**ACTIVITY**
Reading through the lines below, count those that include the string "setLineDash"; the answer is that number and nothing else.

[Data items]
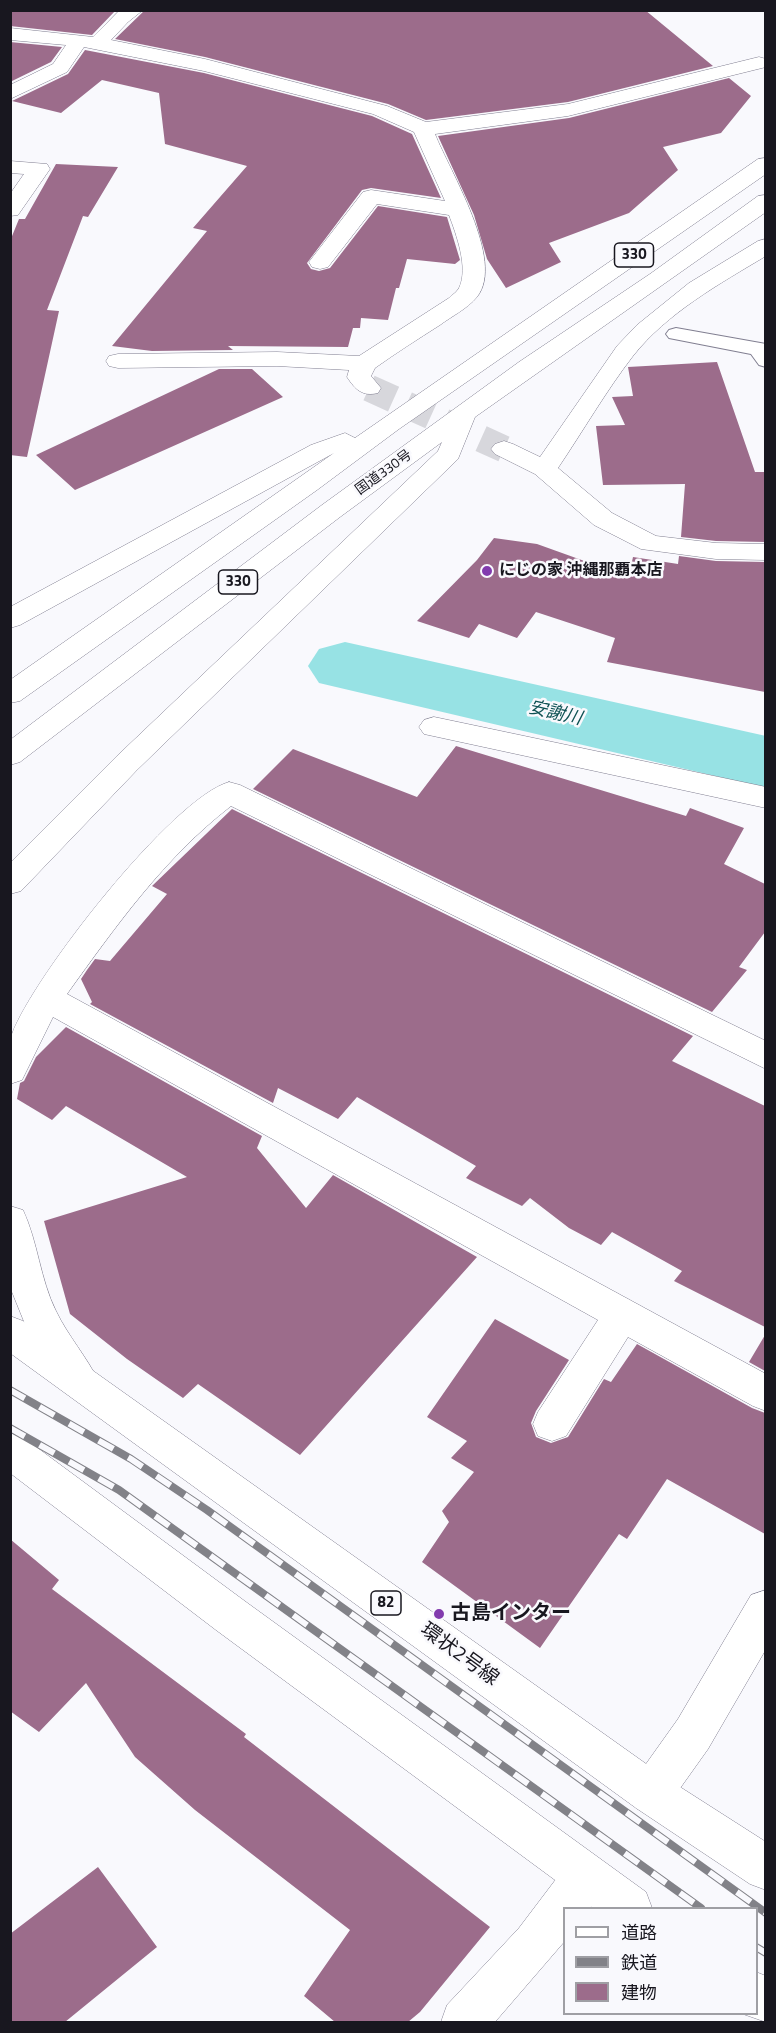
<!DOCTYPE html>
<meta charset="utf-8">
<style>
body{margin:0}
#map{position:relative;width:776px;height:2033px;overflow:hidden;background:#f9f9fd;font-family:"Titillium Web","Noto Sans JP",sans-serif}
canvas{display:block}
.frame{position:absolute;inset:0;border:12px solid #18171f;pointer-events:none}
.legend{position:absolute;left:563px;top:1907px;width:195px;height:108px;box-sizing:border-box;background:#f9f9fd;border:2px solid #9f9fa4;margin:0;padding:8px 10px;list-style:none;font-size:18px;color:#18171f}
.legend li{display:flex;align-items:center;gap:12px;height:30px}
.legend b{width:30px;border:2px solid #9f9fa4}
</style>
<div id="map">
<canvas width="776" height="2033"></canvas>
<div class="frame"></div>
<ul class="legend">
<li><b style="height:8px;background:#fff"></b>道路</li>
<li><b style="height:8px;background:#828288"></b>鉄道</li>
<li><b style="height:16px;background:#9c6c8b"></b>建物</li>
</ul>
</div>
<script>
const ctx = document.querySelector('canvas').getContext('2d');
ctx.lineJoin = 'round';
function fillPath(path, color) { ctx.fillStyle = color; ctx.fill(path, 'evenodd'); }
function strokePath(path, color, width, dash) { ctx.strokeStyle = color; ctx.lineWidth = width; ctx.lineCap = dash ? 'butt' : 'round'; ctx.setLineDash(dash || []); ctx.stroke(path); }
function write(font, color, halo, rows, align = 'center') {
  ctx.font = font + ' "Titillium Web","Noto Sans JP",sans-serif'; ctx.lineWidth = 5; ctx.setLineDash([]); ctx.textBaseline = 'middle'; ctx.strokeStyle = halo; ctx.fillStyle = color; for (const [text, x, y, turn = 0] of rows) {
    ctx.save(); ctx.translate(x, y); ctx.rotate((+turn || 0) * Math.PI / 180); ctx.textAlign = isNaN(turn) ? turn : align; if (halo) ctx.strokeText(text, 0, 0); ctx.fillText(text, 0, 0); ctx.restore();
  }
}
const river = new Path2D(`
 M345 642 766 736V788L319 683 308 666 319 649Z`);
const building = new Path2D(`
 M10 10H116L92 35 10 26Z
 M145 10H645L713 66 568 102 426 120 388 104 205 57 115 39Z
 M10 42 62 47 51 62 10 82Z
 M85 50 204 73 372 116 412 134 441 198 371 188 362 190 307 263 311 269 319 271 330 268 378 206 447 217 460 260 455 264 407 259 399 288H396L388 320 361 318 360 328H353L348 347 228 346 233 350 152 351 112 346 207 231 193 228 247 166 165 144 159 93 102 80 61 113 12 101 68 74Z
 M729 78 751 96 721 133 663 147 678 170 629 213 549 243 561 262 506 288 487 259 474 215 438 136 569 118Z
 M56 164 118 167 88 217 83 216 47 310 59 311 27 457 10 455V241L19 219H25Z
 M717 362 755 472H765V542L716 541 681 537 685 484 603 485 596 426 625 425 612 397 633 396 628 367Z
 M219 369H252L283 397 75 490 36 455Z
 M494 538 537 544 615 572 614 564 631 566 633 557 678 564 679 556 716 561 765 562V692L607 662 615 638 536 612 517 638 479 624 469 638 417 621 477 560Z
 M456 746 686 816 690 808 744 828 724 864 765 884V932L739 967 747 970 712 1012 253 789 293 749 417 797Z
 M232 809 693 1036 672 1061 765 1106V1327L674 1281 682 1271 612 1232 601 1245 569 1228 530 1198 522 1206 466 1178 476 1166 357 1097 338 1119 278 1088 273 1103 90 1004 92 1002 81 979 87 970 95 959 110 961 167 894 152 886Z
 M66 1027 262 1136 257 1148 306 1208 333 1175 477 1257 300 1455 198 1384 183 1398 127 1359 70 1314 44 1221 187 1177 66 1106 52 1120 17 1099 20 1083 24 1081 36 1057Z
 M495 1319 569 1360 536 1411 531 1423 536 1437 551 1443 568 1437 604 1379 611 1382 637 1344 752 1408 765 1413V1534L667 1479 627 1539 619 1534 540 1648 422 1562 449 1522 442 1511 474 1472 451 1458 467 1441 427 1417Z
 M765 1335V1371L749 1362Z
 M10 1539 59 1580 52 1589 246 1734 244 1737 490 1927 420 2012 408 2022H335L304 1996 350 1930 195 1810 135 1757 86 1683 39 1732 10 1711Z
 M98 1867 157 1947 65 2022H10V1934Z`);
const streetTunnel = new Path2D(`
 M369 388 504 449`);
const lane = new Path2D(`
 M676 328 766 344V367L759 365 751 354 669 338 666 334 669 330Z`);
const street = new Path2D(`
 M120 10H143L128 22 111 40 205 59 387 106 426 122 568 104 759 57 766 59V67L568 116 435 134C449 170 506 261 477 297 467 309 452 316 440 325 418 339 396 353 375 368L371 376 381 388 378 393C362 397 355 389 347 377L349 370 277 366 118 368 109 366 106 361 109 356 118 354 277 352 359 356 449 298C452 295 457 292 459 288 469 268 456 234 449 215L377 204 328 267 320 269 312 267 309 262 363 192 371 190 445 201 414 132 373 114 204 71 84 47 67 72 10 99V85L53 64 66 45 10 40V28L93 37Z
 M10 161 47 164 50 169 18 215 10 216V194L24 174 10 173Z
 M766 239V256C719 284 667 313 633 356 606 391 583 431 558 468L612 513 656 536 716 543 766 544V560L716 559 641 549 594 525 535 474 495 454 491 449 495 444 504 441 513 444 540 457 617 346 637 325 689 283 758 241Z
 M434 717 766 787V808L424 734 419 727 424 720Z
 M229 782 240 785 766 1041V1069L231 806C164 858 116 926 67 994L766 1374V1411L753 1406 628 1337 566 1436 552 1441 538 1436 533 1424 538 1412 598 1320 53 1017 22 1080 10 1084C10 1069 7 1048 12 1034 33 977 172 798 229 782Z
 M10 1206 23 1210C38 1242 40 1279 56 1311 68 1336 87 1357 99 1382L93 1394 80 1399 67 1394 27 1329 10 1287Z
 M766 1590V1649L708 1749 666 1808 651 1815 636 1808 629 1793 636 1778 678 1719 751 1595Z
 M585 1856 601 1862 607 1878 601 1894 590 1908H564V1942L495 2022H441L447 2005 519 1928 569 1862Z`);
const primary = new Path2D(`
 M10 1316 23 1321 666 1778 766 1842V1890L750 1884 636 1808 10 1353Z
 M10 1433 24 1438 246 1602 646 1892 652 1908H593L216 1630 10 1473Z
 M756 1972 766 1976V2022L743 2014H756Z`);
const highway = new Path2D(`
 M766 158V174L399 429 317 490 20 701 10 703V680L334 453 20 625 10 628V607L311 445 345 433 355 438 758 159Z
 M766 195V212L475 417 458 459 137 770 21 891 10 894V863L117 756 438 451 442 442 340 517 20 762 10 765V740L322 505 519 362 650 274 758 196Z`);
const rail = new Path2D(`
 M10 1390 131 1459 207 1510 766 1913
 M10 1428 119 1490 701 1908
 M756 1947 766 1953`);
const markers = [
 [487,571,6,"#823bae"],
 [439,1614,6,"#823bae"]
];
const farStreetnames = [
 ["国道330号",384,473,-36]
];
const shields = [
 [634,255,39],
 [238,582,39],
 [386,1603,30]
];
const shieldNames = [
 ["330",634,255],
 ["330",238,582],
 ["82",386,1603]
];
const poiNames = [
 ["にじの家 沖縄那覇本店",499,571]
];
const waterNames = [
 ["安謝川",555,714,13]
];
const nearPoinames = [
 ["古島インター",451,1614]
];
const nearStreetnames = [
 ["環状2号線",459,1655,36]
];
fillPath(river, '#97e2e4');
fillPath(building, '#9c6c8b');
strokePath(streetTunnel, '#d7d7dc', 27, [27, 14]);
strokePath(lane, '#817f91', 2);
strokePath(street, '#817f91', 1);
strokePath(primary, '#817f91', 1);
strokePath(highway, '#817f91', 1);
fillPath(lane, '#fff');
fillPath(street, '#fff');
fillPath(primary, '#fff');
fillPath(highway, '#fff');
strokePath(rail, '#828288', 8);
strokePath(rail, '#f9f9fd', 6, [17]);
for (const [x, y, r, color] of markers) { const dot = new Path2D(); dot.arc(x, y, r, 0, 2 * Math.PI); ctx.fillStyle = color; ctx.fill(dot); strokePath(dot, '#f9f9fd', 2); }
write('14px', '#18171f', '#f9f9fd', farStreetnames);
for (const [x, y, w] of shields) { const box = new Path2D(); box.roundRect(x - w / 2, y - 12, w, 24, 4.5); ctx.fillStyle = '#f9f9fd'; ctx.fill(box); strokePath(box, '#18171f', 1.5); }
write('bold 15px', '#18171f', null, shieldNames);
write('bold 16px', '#18171f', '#f9f9fd', poiNames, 'left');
write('italic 18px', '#0f5254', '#f9f9fd', waterNames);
write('bold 20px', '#18171f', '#f9f9fd', nearPoinames, 'left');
write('20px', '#18171f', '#f9f9fd', nearStreetnames);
</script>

**ANSWER BELOW**
2